Francisco Henríquez (1859-1935) fue abogado y médico cirujano que se graduó en París. Ministro de Relaciones (1899-1901) y Presidente de la República (1916), formó parte en 1880 de la Sociedad de Amigos del País y fue nombrado por Hostos codirector de la Escuela Preparatoria. Ese mismo año se casó con Salomé Ureña (1850-1897) de quien la Sociedad había publicado por suscripción popular sus 33 poemas líricos y el poema épico Anacaona.

RUINAS Y PRESAGIOS
En 1878 la joven, que escribía con el pseudónimo de “Herminia”, recibió en un acto popular consagración como la más grande poetisa dominicana y la voz de la patria y el progreso. Es decir, desempeñó en su patria un papel muy similar al que había representado para los independentistas irlandeses “Speranza”, Jane Francesca Elge (1826-1896), la madre de Oscar Wilde.
Salomé Ureña de Henríquez fundó en 1881 el Instituto para Señoritas, primera escuela de enseñanza superior abierta a las mujeres de Santo Domingo.

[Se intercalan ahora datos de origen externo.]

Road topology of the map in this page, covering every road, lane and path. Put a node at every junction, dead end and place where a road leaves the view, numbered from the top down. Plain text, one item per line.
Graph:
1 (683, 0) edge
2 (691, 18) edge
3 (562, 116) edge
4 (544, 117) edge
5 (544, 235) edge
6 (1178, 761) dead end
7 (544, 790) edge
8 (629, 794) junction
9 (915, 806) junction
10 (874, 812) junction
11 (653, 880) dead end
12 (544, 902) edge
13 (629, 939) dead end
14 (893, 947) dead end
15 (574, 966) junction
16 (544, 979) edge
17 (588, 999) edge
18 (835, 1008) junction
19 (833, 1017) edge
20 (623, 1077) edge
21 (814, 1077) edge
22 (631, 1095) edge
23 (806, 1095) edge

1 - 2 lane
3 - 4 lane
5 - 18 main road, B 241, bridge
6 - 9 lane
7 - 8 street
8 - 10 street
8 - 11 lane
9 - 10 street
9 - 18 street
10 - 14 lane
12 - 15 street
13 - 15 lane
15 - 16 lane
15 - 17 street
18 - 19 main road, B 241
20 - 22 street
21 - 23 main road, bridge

En su Antología de la poesía hispanoamericana Marcelino Menéndez y Pelayo la definió como “egregia poetisa que sostiene en sus brazos femeniles la lira de Quintana y Gallego, arrancando de ella robustos sones en loor de la patria y la civilización, que no excluye más suaves tonos para cantar deliciosamente la llegada del invierno o vaticinar sobre la cuna de su hijo primogénito.” En realidad, los vaticinios no fueron sobre el primogénito, Francisco, sino sobre el segundo hijo, Pedro, a quien su madre auguró un porvenir semejante al que Evaristo Carriego profetizó para el niño Borges: “Mi Pedro no es soldado; no ambiciona/ de César ni Alejandro los laureles;/ si a sus sienes aguarda una corona/ la hallará del estudio en los vergeles.”

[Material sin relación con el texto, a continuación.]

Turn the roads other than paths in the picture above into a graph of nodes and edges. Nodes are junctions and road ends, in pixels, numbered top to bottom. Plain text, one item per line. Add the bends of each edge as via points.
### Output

Antes de que nacieran sus dos hijos, a los que siguieron Max y Camila, también muy importantes para nuestra historia cultural, Salomé Ureña había escrito en su más célebre poema, “Ruinas”: “¡Oh mi Antilla infeliz que el alma adora! /Doquiera que la vista/ ávida gira en su entusiasmo ahora,/ una ruina denuncia, acusadora,/ pasadas glorias de tu genio artista.” Este fue el mundo que encontró al nacer Pedro Henríquez Ureña.

Quimera, Año: 1984 N°: 42, pp. 56-59.